Exercise prompt: Please give the entries again in full and exactly, without any picture.

The input:
========================================================================

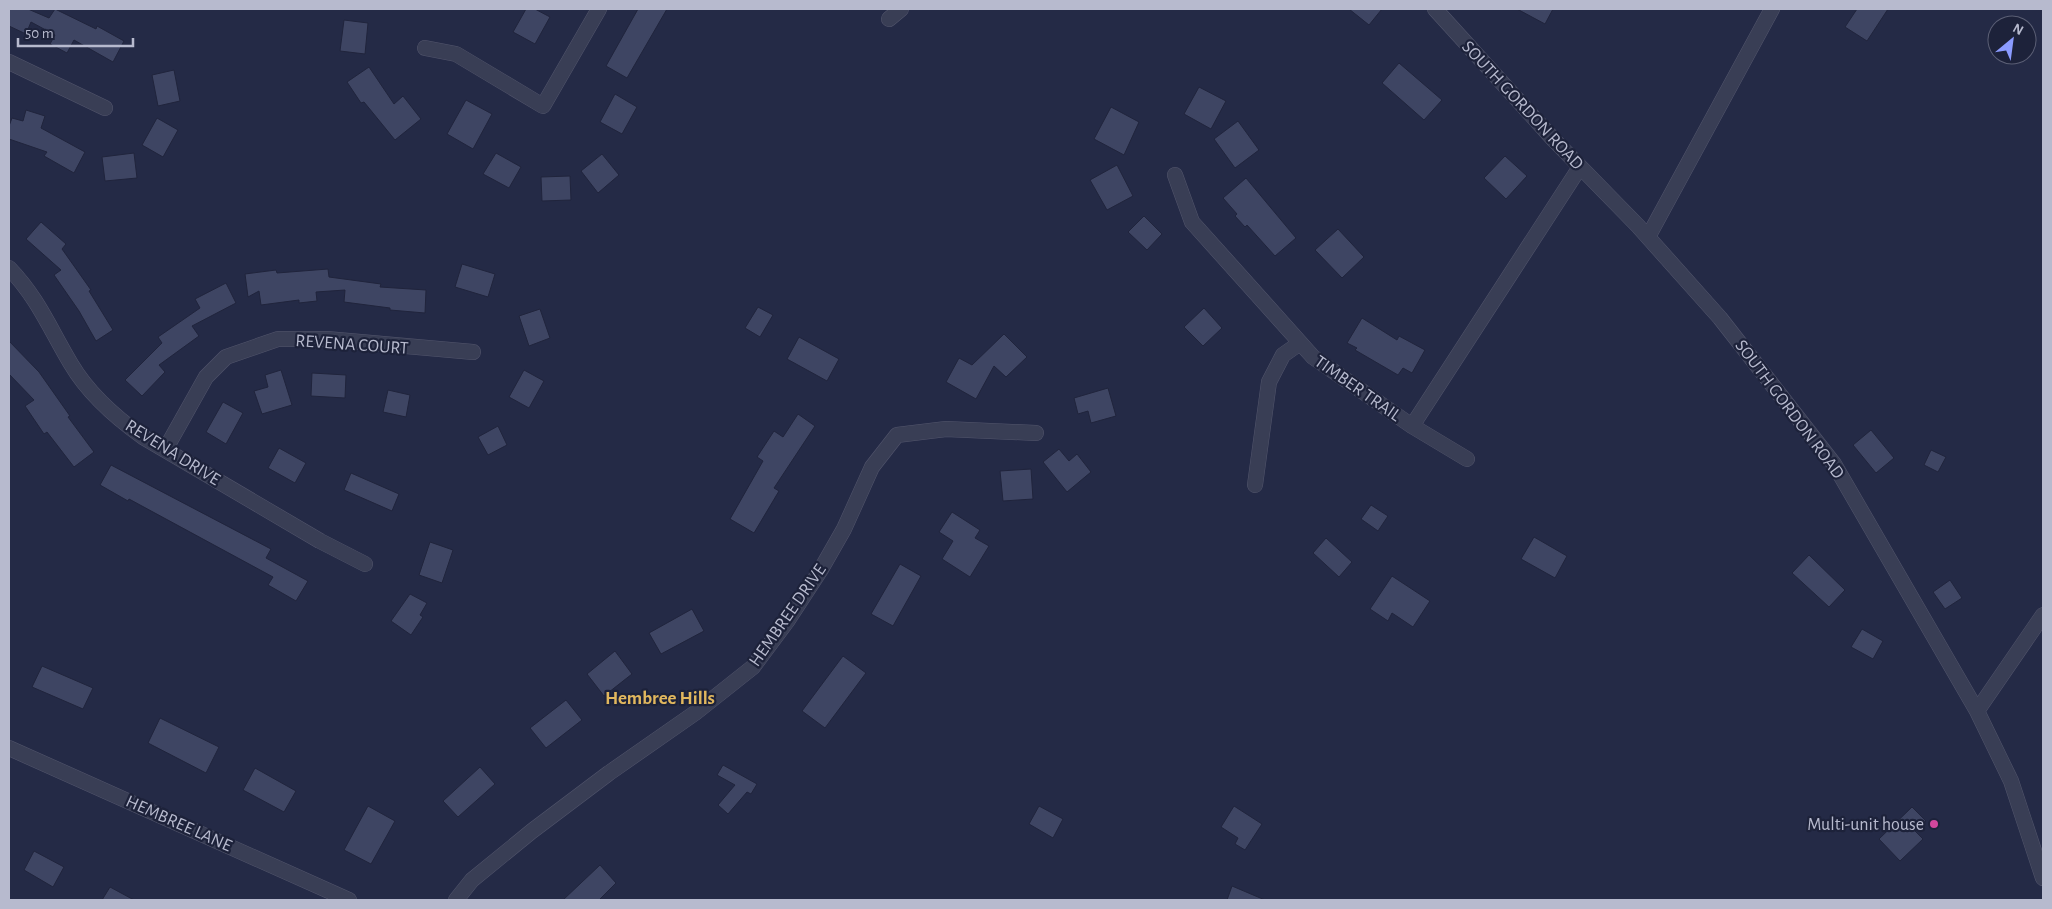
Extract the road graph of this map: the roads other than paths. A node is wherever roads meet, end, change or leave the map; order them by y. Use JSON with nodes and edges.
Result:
{"nodes":[{"id":1,"x":599,"y":9,"type":"edge"},
{"id":2,"x":901,"y":9,"type":"edge"},
{"id":3,"x":1435,"y":9,"type":"edge"},
{"id":4,"x":1772,"y":9,"type":"edge"},
{"id":5,"x":889,"y":18,"type":"dead end"},
{"id":6,"x":425,"y":48,"type":"dead end"},
{"id":7,"x":9,"y":62,"type":"edge"},
{"id":8,"x":105,"y":108,"type":"dead end"},
{"id":9,"x":1580,"y":167,"type":"junction"},
{"id":10,"x":1175,"y":175,"type":"dead end"},
{"id":11,"x":1648,"y":237,"type":"junction"},
{"id":12,"x":9,"y":268,"type":"edge"},
{"id":13,"x":1300,"y":343,"type":"junction"},
{"id":14,"x":473,"y":352,"type":"dead end"},
{"id":15,"x":1412,"y":426,"type":"junction"},
{"id":16,"x":1036,"y":433,"type":"dead end"},
{"id":17,"x":165,"y":450,"type":"junction"},
{"id":18,"x":1467,"y":459,"type":"dead end"},
{"id":19,"x":1255,"y":485,"type":"dead end"},
{"id":20,"x":365,"y":564,"type":"dead end"},
{"id":21,"x":2043,"y":615,"type":"edge"},
{"id":22,"x":1977,"y":711,"type":"junction"},
{"id":23,"x":9,"y":748,"type":"edge"},
{"id":24,"x":2043,"y":878,"type":"edge"},
{"id":25,"x":349,"y":900,"type":"edge"},
{"id":26,"x":456,"y":900,"type":"edge"}],
"edges":[{"from":1,"to":6,"type":"street"},
{"from":2,"to":5,"type":"street"},
{"from":3,"to":9,"type":"street","name":"SOUTH GORDON ROAD"},
{"from":4,"to":11,"type":"street"},
{"from":7,"to":8,"type":"street"},
{"from":9,"to":11,"type":"street","name":"SOUTH GORDON ROAD"},
{"from":9,"to":15,"type":"street","name":"TIMBER TRAIL"},
{"from":10,"to":13,"type":"street","name":"TIMBER TRAIL"},
{"from":11,"to":22,"type":"street","name":"SOUTH GORDON ROAD"},
{"from":12,"to":17,"type":"street","name":"REVENA DRIVE"},
{"from":13,"to":15,"type":"street","name":"TIMBER TRAIL"},
{"from":13,"to":19,"type":"street"},
{"from":14,"to":17,"type":"street","name":"REVENA COURT"},
{"from":15,"to":18,"type":"street"},
{"from":16,"to":26,"type":"street","name":"HEMBREE DRIVE"},
{"from":17,"to":20,"type":"street","name":"REVENA DRIVE"},
{"from":21,"to":22,"type":"street"},
{"from":22,"to":24,"type":"street","name":"SOUTH GORDON ROAD"},
{"from":23,"to":25,"type":"street","name":"HEMBREE LANE"}]}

========================================================================

Answer section:
Extract the road graph of this map: the roads other than paths. A node is wherever roads meet, end, change or leave the map; order them by y. Use JSON with nodes and edges.
Result:
{"nodes":[{"id":1,"x":599,"y":9,"type":"edge"},
{"id":2,"x":901,"y":9,"type":"edge"},
{"id":3,"x":1435,"y":9,"type":"edge"},
{"id":4,"x":1772,"y":9,"type":"edge"},
{"id":5,"x":889,"y":18,"type":"dead end"},
{"id":6,"x":425,"y":48,"type":"dead end"},
{"id":7,"x":9,"y":62,"type":"edge"},
{"id":8,"x":105,"y":108,"type":"dead end"},
{"id":9,"x":1580,"y":167,"type":"junction"},
{"id":10,"x":1175,"y":175,"type":"dead end"},
{"id":11,"x":1648,"y":237,"type":"junction"},
{"id":12,"x":9,"y":268,"type":"edge"},
{"id":13,"x":1300,"y":343,"type":"junction"},
{"id":14,"x":473,"y":352,"type":"dead end"},
{"id":15,"x":1412,"y":426,"type":"junction"},
{"id":16,"x":1036,"y":433,"type":"dead end"},
{"id":17,"x":165,"y":450,"type":"junction"},
{"id":18,"x":1467,"y":459,"type":"dead end"},
{"id":19,"x":1255,"y":485,"type":"dead end"},
{"id":20,"x":365,"y":564,"type":"dead end"},
{"id":21,"x":2043,"y":615,"type":"edge"},
{"id":22,"x":1977,"y":711,"type":"junction"},
{"id":23,"x":9,"y":748,"type":"edge"},
{"id":24,"x":2043,"y":878,"type":"edge"},
{"id":25,"x":349,"y":900,"type":"edge"},
{"id":26,"x":456,"y":900,"type":"edge"}],
"edges":[{"from":1,"to":6,"type":"street"},
{"from":2,"to":5,"type":"street"},
{"from":3,"to":9,"type":"street","name":"SOUTH GORDON ROAD"},
{"from":4,"to":11,"type":"street"},
{"from":7,"to":8,"type":"street"},
{"from":9,"to":11,"type":"street","name":"SOUTH GORDON ROAD"},
{"from":9,"to":15,"type":"street","name":"TIMBER TRAIL"},
{"from":10,"to":13,"type":"street","name":"TIMBER TRAIL"},
{"from":11,"to":22,"type":"street","name":"SOUTH GORDON ROAD"},
{"from":12,"to":17,"type":"street","name":"REVENA DRIVE"},
{"from":13,"to":15,"type":"street","name":"TIMBER TRAIL"},
{"from":13,"to":19,"type":"street"},
{"from":14,"to":17,"type":"street","name":"REVENA COURT"},
{"from":15,"to":18,"type":"street"},
{"from":16,"to":26,"type":"street","name":"HEMBREE DRIVE"},
{"from":17,"to":20,"type":"street","name":"REVENA DRIVE"},
{"from":21,"to":22,"type":"street"},
{"from":22,"to":24,"type":"street","name":"SOUTH GORDON ROAD"},
{"from":23,"to":25,"type":"street","name":"HEMBREE LANE"}]}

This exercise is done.